O Tribunal de Contas de Mato Grosso do Sul (TCE-MS) decidiu manter suspensa a licitação aberta pela Agência Estadual de Administração do Sistema Penitenciário (Agepen) para contratação de serviços de impressão e digitalização. O certame, estimado em R$ 10,46 milhões, apresentou divergências na formação dos preços, segundo avaliação da Corte de Contas.
A principal inconsistência identificada envolve a diferença entre o valor previsto no estudo técnico preliminar e o orçamento publicado no edital. Enquanto o levantamento inicial estimava gastos de R$ 5,26 milhões, a licitação foi lançada com valor praticamente duas vezes maior, sem justificativas técnicas consideradas suficientes pelo tribunal.
Durante a análise, o relator do processo, conselheiro Iran Coelho das Neves, também apontou ausência de demonstração de que a terceirização dos serviços seria mais vantajosa do que a aquisição direta de equipamentos e materiais.

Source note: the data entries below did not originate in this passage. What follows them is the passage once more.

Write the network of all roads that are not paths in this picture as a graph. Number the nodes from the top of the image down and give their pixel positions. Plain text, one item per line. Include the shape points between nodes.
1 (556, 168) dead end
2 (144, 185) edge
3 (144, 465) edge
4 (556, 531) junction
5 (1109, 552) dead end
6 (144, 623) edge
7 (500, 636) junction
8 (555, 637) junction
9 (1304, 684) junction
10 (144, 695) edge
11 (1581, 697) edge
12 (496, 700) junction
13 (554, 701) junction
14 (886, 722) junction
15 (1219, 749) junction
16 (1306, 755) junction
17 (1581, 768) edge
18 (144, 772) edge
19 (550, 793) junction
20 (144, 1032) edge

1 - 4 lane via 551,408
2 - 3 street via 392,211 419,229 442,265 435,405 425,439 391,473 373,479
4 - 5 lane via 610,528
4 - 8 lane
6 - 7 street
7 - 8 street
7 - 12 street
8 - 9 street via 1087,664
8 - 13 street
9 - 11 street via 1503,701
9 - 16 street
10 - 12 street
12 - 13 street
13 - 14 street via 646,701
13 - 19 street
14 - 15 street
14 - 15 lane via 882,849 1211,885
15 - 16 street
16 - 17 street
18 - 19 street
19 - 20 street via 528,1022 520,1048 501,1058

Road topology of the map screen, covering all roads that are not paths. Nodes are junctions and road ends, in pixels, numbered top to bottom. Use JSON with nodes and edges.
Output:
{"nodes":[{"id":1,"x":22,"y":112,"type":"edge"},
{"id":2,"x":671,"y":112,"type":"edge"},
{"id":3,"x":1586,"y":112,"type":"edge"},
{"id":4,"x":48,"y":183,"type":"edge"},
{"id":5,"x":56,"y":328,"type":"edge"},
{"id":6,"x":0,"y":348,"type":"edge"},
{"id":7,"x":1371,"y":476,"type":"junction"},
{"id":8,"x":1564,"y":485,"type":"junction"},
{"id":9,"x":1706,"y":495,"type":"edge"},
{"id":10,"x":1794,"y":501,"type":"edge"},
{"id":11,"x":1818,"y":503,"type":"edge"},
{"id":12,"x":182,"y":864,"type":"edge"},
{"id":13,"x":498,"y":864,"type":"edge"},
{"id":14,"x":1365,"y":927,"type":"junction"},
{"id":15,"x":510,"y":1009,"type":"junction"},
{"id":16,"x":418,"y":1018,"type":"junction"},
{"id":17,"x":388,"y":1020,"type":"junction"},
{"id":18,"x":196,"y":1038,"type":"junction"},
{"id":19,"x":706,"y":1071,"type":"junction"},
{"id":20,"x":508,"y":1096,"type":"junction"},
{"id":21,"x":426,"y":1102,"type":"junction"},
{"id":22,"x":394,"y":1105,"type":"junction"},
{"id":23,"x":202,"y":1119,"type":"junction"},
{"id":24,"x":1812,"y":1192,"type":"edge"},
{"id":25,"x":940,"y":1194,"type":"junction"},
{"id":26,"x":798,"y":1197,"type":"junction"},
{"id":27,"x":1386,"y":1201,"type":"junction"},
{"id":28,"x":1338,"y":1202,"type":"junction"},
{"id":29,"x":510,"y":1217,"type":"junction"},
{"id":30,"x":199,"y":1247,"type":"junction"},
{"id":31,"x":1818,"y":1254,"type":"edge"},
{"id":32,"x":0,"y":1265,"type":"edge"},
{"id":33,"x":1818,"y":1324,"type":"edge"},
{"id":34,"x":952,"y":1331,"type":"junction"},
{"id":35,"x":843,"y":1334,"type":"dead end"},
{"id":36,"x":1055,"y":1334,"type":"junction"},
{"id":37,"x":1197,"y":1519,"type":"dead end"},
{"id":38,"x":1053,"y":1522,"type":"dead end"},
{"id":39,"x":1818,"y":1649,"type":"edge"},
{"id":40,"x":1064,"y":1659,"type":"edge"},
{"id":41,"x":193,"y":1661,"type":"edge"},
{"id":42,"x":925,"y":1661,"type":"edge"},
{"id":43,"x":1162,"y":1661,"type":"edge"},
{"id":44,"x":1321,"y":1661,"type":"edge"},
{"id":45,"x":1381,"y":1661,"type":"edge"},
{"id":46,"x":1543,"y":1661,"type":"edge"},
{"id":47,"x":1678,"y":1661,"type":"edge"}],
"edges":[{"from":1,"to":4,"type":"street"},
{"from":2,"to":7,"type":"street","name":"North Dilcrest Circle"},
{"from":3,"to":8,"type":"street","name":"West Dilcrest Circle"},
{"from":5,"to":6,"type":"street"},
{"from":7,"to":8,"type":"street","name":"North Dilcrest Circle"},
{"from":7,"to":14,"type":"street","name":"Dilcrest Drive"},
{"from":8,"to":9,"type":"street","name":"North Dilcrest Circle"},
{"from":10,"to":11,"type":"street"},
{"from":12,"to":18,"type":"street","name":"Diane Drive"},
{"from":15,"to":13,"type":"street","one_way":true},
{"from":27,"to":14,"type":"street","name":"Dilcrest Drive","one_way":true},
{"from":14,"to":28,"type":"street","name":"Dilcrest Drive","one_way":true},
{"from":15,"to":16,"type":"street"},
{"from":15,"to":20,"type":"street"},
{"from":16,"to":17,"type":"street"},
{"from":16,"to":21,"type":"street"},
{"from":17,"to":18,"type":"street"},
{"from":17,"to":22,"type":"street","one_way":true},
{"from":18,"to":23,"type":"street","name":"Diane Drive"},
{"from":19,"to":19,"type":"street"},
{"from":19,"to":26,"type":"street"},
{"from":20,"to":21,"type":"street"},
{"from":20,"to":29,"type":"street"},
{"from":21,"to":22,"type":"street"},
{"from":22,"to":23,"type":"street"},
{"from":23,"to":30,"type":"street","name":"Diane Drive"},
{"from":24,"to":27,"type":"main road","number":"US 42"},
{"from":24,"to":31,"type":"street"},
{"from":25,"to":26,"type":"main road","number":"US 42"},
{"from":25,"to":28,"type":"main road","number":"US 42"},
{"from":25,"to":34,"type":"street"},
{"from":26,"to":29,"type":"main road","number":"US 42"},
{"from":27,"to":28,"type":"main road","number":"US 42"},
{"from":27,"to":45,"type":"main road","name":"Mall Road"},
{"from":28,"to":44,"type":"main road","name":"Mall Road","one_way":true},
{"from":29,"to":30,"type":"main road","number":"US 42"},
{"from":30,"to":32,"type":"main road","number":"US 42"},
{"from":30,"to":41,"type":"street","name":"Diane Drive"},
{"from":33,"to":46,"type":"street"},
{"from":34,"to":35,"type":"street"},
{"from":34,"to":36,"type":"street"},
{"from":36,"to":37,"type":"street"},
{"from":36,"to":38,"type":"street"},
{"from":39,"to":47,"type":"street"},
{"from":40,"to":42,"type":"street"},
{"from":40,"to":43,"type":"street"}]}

Para o TCE-MS, esse tipo de contratação exige estudos que comprovem economicidade com base em dados atualizados.
A fiscalização ainda identificou falhas relacionadas ao planejamento da contratação, como a ausência inicial da despesa no plano anual de compras e uma exigência fiscal considerada incompatível com o objeto da licitação. Esses pontos foram posteriormente corrigidos pela Agepen, mas não alteraram o entendimento sobre a necessidade de manter o procedimento suspenso.
Com a decisão, o processo continuará paralisado até que o órgão revise os estudos técnicos e promova os ajustes considerados necessários no edital. Como o contrato ainda não foi firmado, o tribunal não aplicou penalidades nem determinou o cancelamento definitivo da licitação.
A Agepen foi procurada para informar se pretende reformular o processo licitatório e esclarecer a diferença entre os valores apresentados, mas não havia se manifestado até o fechamento da reportagem.